AVAILABLE RECORDS:
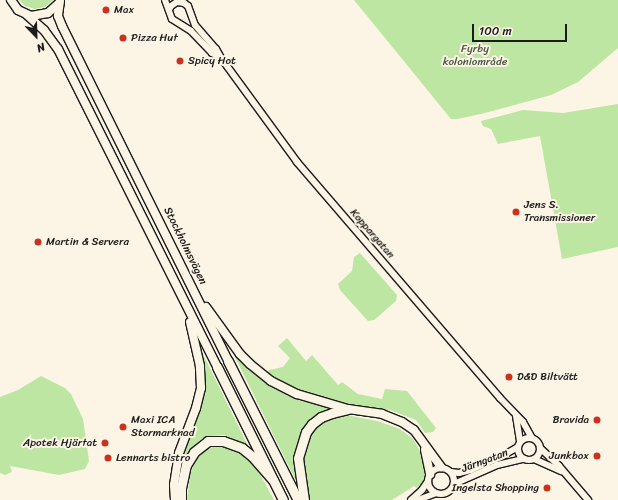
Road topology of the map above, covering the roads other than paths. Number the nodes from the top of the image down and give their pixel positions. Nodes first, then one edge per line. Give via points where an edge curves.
1 (11, 0) edge
2 (60, 0) edge
3 (165, 0) edge
4 (178, 1) edge
5 (169, 10) junction
6 (190, 13) junction
7 (26, 14) junction
8 (178, 22) junction
9 (221, 58) junction
10 (190, 284) junction
11 (187, 307) junction
12 (228, 361) joint
13 (217, 367) joint
14 (348, 409) junction
15 (516, 416) junction
16 (532, 438) junction
17 (423, 443) junction
18 (519, 444) junction
19 (540, 448) junction
20 (524, 459) junction
21 (534, 459) junction
22 (441, 467) junction
23 (451, 472) junction
24 (563, 472) junction
25 (429, 478) junction
26 (273, 480) junction
27 (454, 484) junction
28 (436, 493) junction
29 (175, 500) edge
30 (181, 500) edge
31 (283, 500) edge
32 (298, 500) edge
33 (304, 500) edge
34 (411, 500) edge
35 (418, 500) edge
36 (588, 500) edge

1 - 7 highway via 18,10
2 - 7 highway via 53,10 43,15
2 - 10 highway, Stockholmsvägen via 58,16 62,26
3 - 5 street
4 - 5 street
4 - 6 street via 186,4
5 - 8 street via 172,19
6 - 8 street via 185,21
6 - 9 street, Koppargatan via 195,24
7 - 11 highway via 44,30 58,49
8 - 9 street, Koppargatan
9 - 15 street, Koppargatan via 297,162
10 - 12 highway, Stockholmsvägen
10 - 14 highway via 226,336 250,364 271,381 297,394
11 - 13 highway
11 - 29 highway via 200,366 201,388 179,453 174,485
12 - 32 highway, Stockholmsvägen
13 - 26 highway
14 - 17 highway via 382,414 402,422 414,430
14 - 33 highway via 322,417 306,432 298,458
15 - 16 street, Koppargatan via 528,428
15 - 18 street
16 - 18 street via 524,439
16 - 19 street via 538,442
17 - 22 highway
17 - 25 highway
18 - 20 street via 518,454
18 - 23 street, Järngatan via 471,470
19 - 21 street
19 - 24 street
20 - 21 street
20 - 27 street, Järngatan via 497,465
21 - 24 street
22 - 23 street
22 - 25 street via 433,470
23 - 27 street via 455,479
24 - 36 street
25 - 28 street via 430,488
25 - 34 street via 422,490
26 - 30 highway via 242,448 223,441 208,441 194,452 186,465
26 - 31 highway
27 - 28 street via 446,493
28 - 35 street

YOUR INSTRUCTIONS: How many lines of the entries contain the string "Järngatan"? Answer with a number and no other words.

TASK SOLUTION: 2